**Directions for this task**
Drop the pictures, then repeat every record exactly as it stands.

Source records:
○ ○ ○ ○ ○
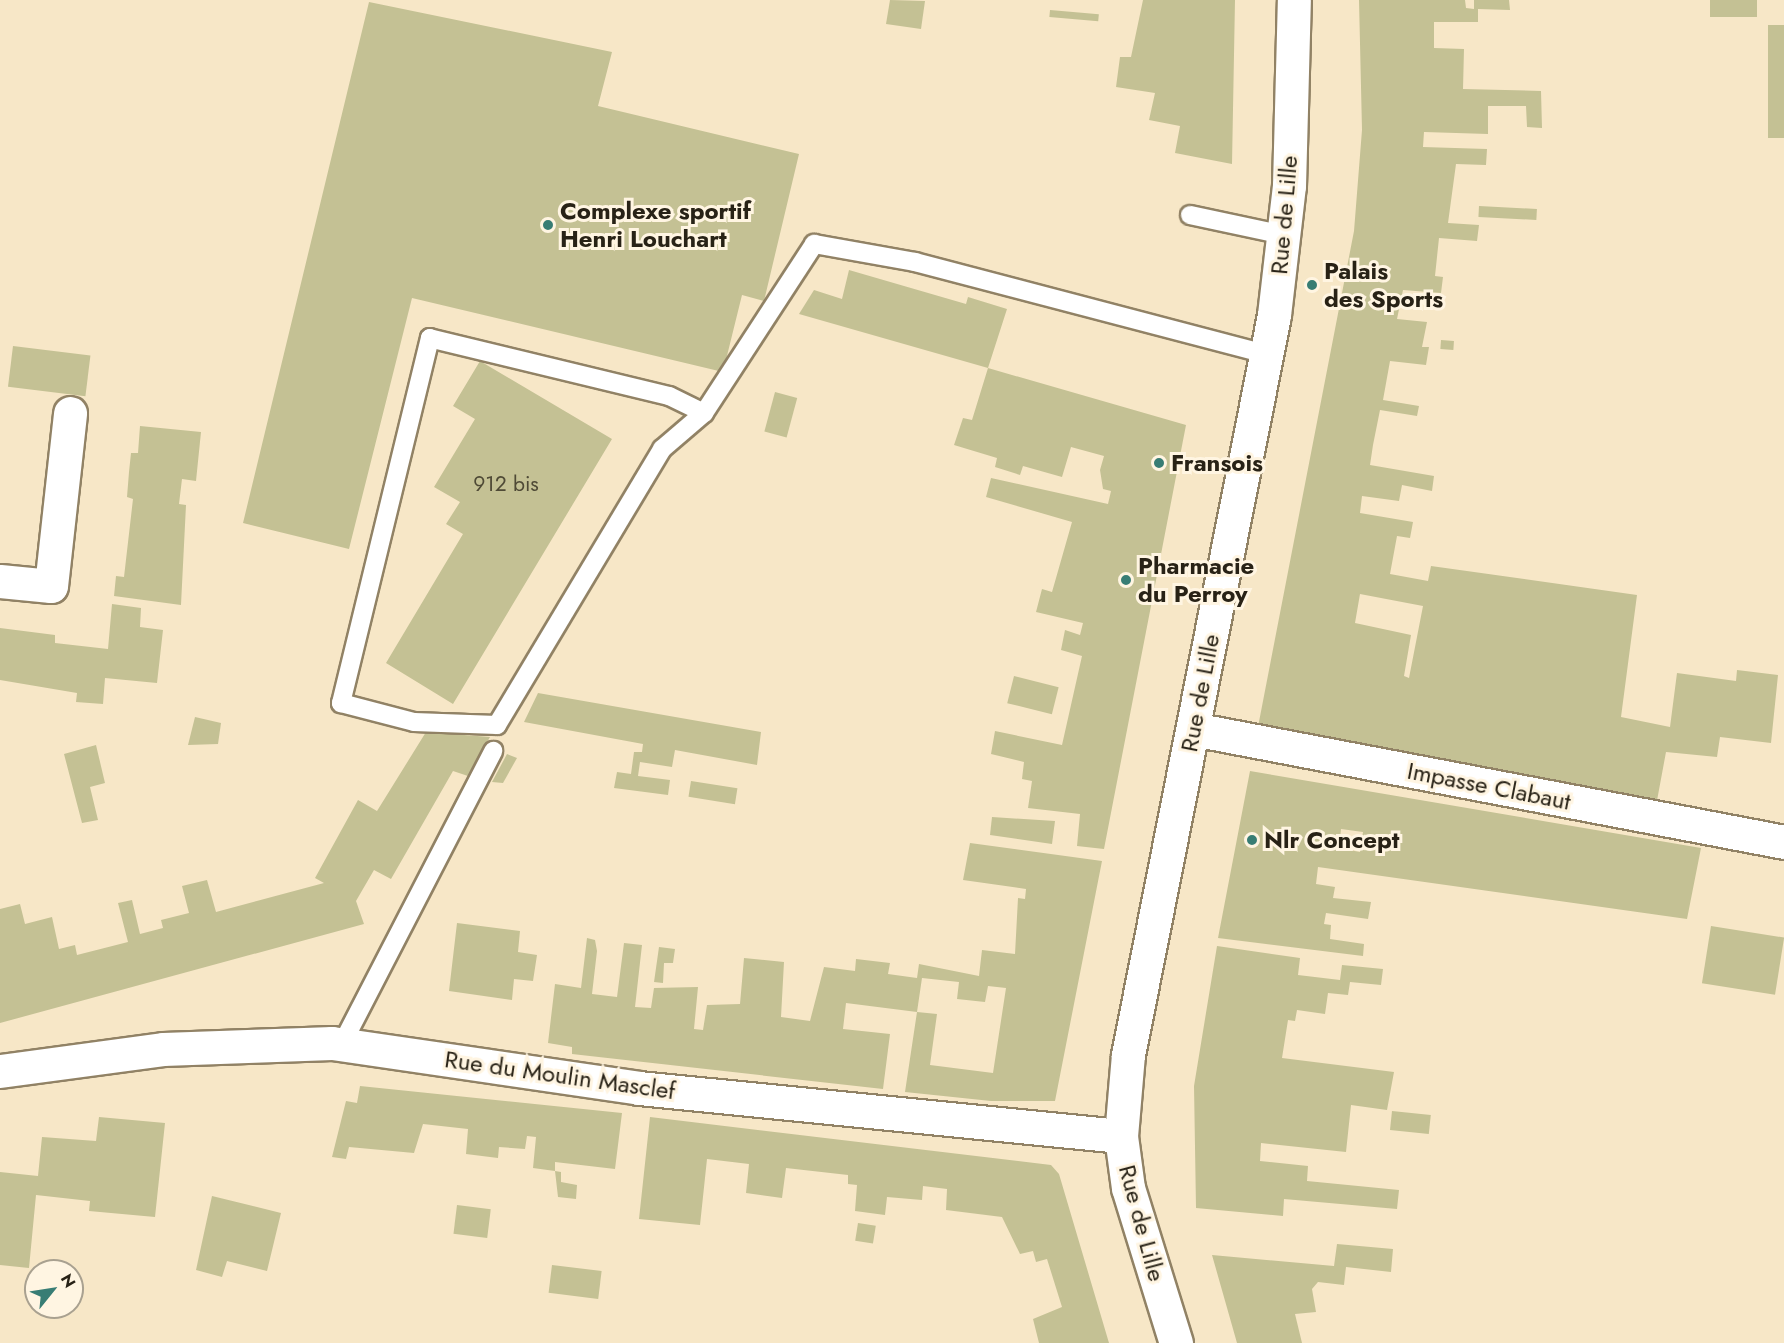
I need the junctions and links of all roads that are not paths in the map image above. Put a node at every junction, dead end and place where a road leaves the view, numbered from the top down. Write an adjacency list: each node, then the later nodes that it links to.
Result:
1 (1294, 0): 3 (street, Rue de Lille)
2 (1190, 215): 3 (lane)
3 (1284, 235): 4 (street, Rue de Lille)
4 (1266, 354): 6 (lane); 8 (street, Rue de Lille)
5 (70, 413): 7 (street)
6 (704, 413): 6 (lane)
7 (0, 581)
8 (1193, 729): 10 (street, Impasse Clabaut); 13 (street, Rue de Lille)
9 (493, 751): 11 (lane)
10 (1784, 842)
11 (342, 1044): 12 (street, Rue du Moulin Masclef); 13 (street, Rue du Moulin Masclef)
12 (0, 1071)
13 (1121, 1136): 14 (street, Rue de Lille)
14 (1176, 1343)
○ ○ ○ ○ ○
**Answer space**
I need the junctions and links of all roads that are not paths in the map image above. Put a node at every junction, dead end and place where a road leaves the view, numbered from the top down. Write an adjacency list: each node, then the later nodes that it links to.
Result:
1 (1294, 0): 3 (street, Rue de Lille)
2 (1190, 215): 3 (lane)
3 (1284, 235): 4 (street, Rue de Lille)
4 (1266, 354): 6 (lane); 8 (street, Rue de Lille)
5 (70, 413): 7 (street)
6 (704, 413): 6 (lane)
7 (0, 581)
8 (1193, 729): 10 (street, Impasse Clabaut); 13 (street, Rue de Lille)
9 (493, 751): 11 (lane)
10 (1784, 842)
11 (342, 1044): 12 (street, Rue du Moulin Masclef); 13 (street, Rue du Moulin Masclef)
12 (0, 1071)
13 (1121, 1136): 14 (street, Rue de Lille)
14 (1176, 1343)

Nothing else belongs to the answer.